Cancers of the mouth and oropharynx can sometimes block a part of your throat, which may affect your breathing and eating.
You might have an operation to put a hole in your neck if you have difficulty breathing. This is called a tracheostomy and allows you to breathe.
If you have difficulty swallowing you may have a tube put into your stomach. You have liquid food into this tube.
There are different types of feeding tubes.
Helping you breathe
This operation is called a tracheostomy. The surgeon makes an opening (a hole) in the front of your neck into your windpipe (trachea). This allows you to breathe more easily. This hole is called a stoma.
Having a temporary tracheostomy
Sometimes your surgeon may expect you to have a lot of swelling in the mouth and throat after surgery. In this case you might have a temporary tracheostomy, to help you breathe until the swelling goes down.
The surgeon puts a plastic tube put into the hole to keep it open. The tube is a few centimetres long. Stitches or surgical ribbon, or a cuff keep it in place.

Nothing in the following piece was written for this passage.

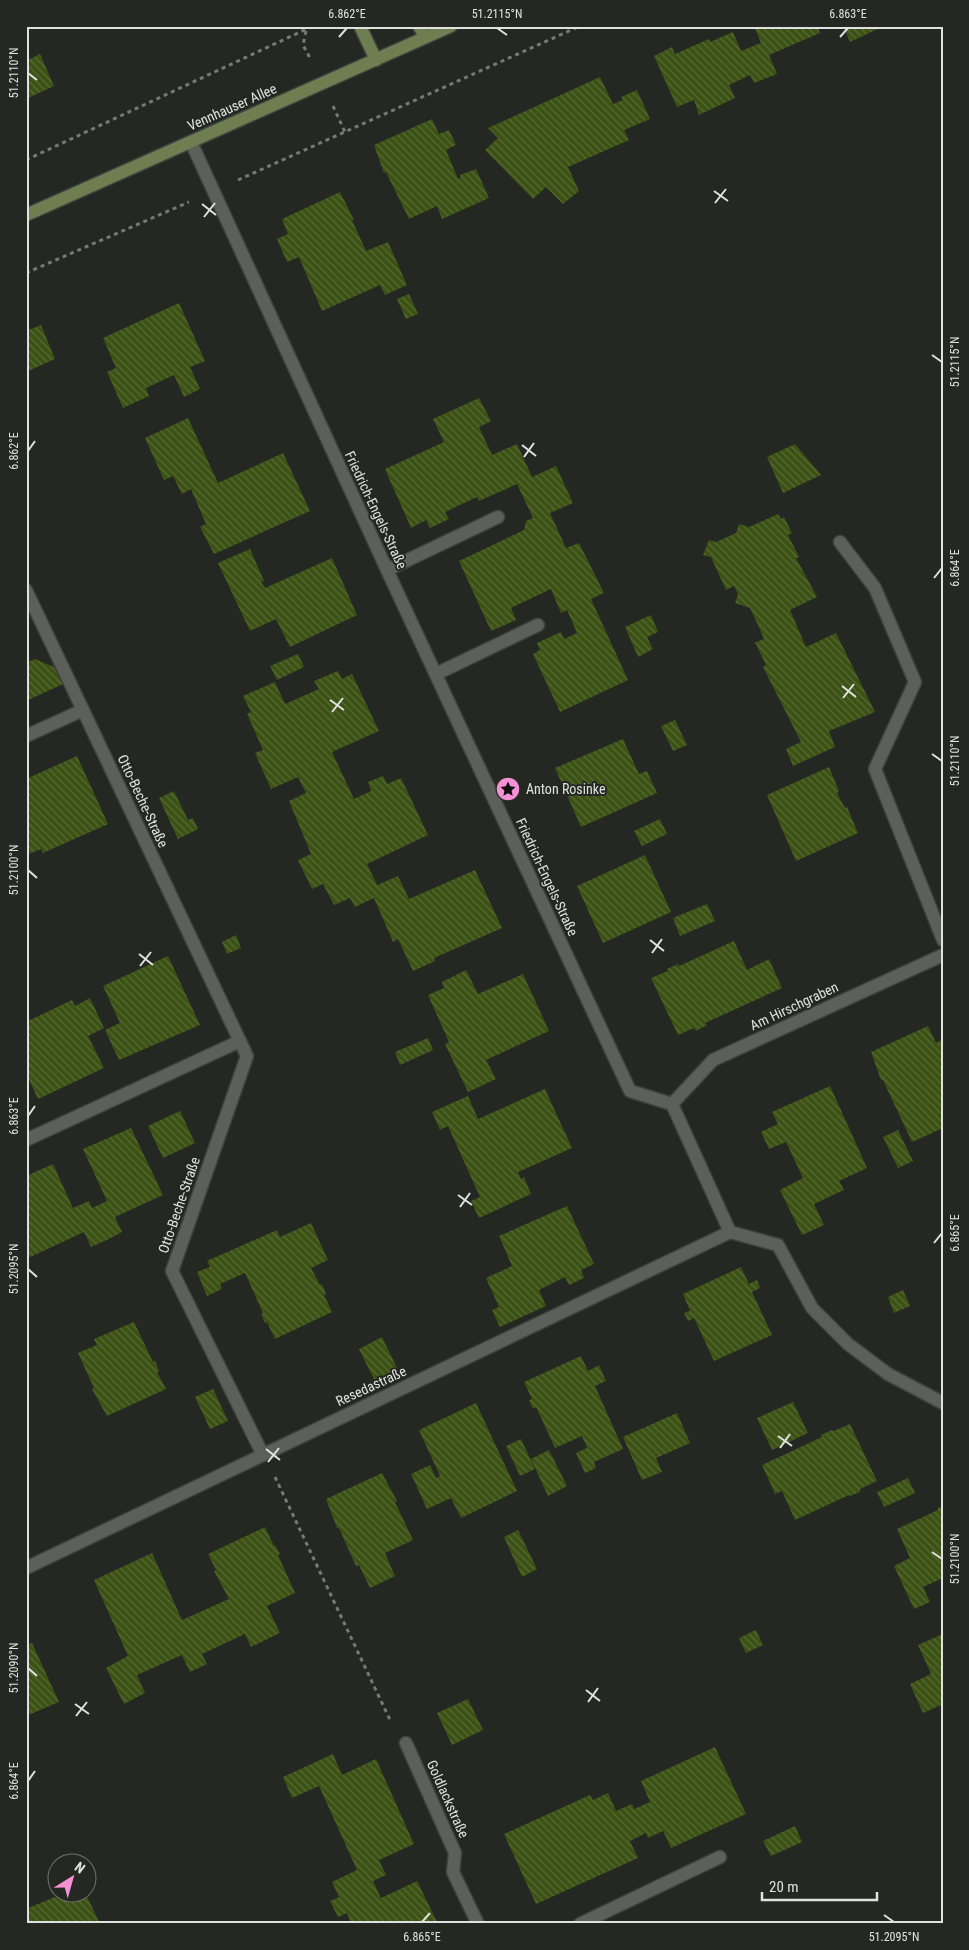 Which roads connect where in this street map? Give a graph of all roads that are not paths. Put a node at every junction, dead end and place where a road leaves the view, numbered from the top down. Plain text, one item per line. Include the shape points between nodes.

Your nurse will show you how to care for your tracheostomy. They will carefully clean the tracheotomy area, and regularly check it to make sure it is not red or swollen.
With some tracheostomies you may not be able to speak. As you recover your nurse can adjust the tube so you can speak. This can be frustrating and worrying for some people, but your nurse will show you ways to help, such as reading charts and mobile devices.
Removing a temporary tracheostomy
Your nurse removes the temporary tracheostomy when the swelling has gone down. They put a dressing over the hole.
They will show you how to look after the area until it has healed, this takes about 1 to 2 weeks. You may have a scar in the area where the opening was.
Your nurse will explain everything to you before surgery, so you will know what to expect afterwards.
If you have difficulty swallowing, you may need a feeding tube. This means you can have specially prepared liquid feeds through a tube into your stomach or small intestine. There are different types of feeding tubes.
A gastrostomy tube is also called a percutaneous endoscopic gastrostomy (or PEG tube). The surgeon puts a tube into your stomach or small intestine through an opening made in your tummy (a stoma).
You might have a PEG tube after surgery until you can eat normally again. Or you may have it as a long term solution if you can't eat because of swallowing problems.
You can have liquid feeds through your gastrostomy tube for as long as you need them.
You might have a different type of feeding tube if your swallowing problems are temporary. This is called a nasogastric tube. The nurse or doctor passes the tube down your nose and throat and into your stomach.
You can have all or some of the food you need through this tube as liquid meals. Once you can swallow more easily, your nurse can take it out.
You may see a speech and language therapist (SLT) and a dietician before you start treatment if this is likely to affect your swallowing. The SLT can assess your swallowing during and after treatment. And your dietician can help if you are finding it difficult to eat.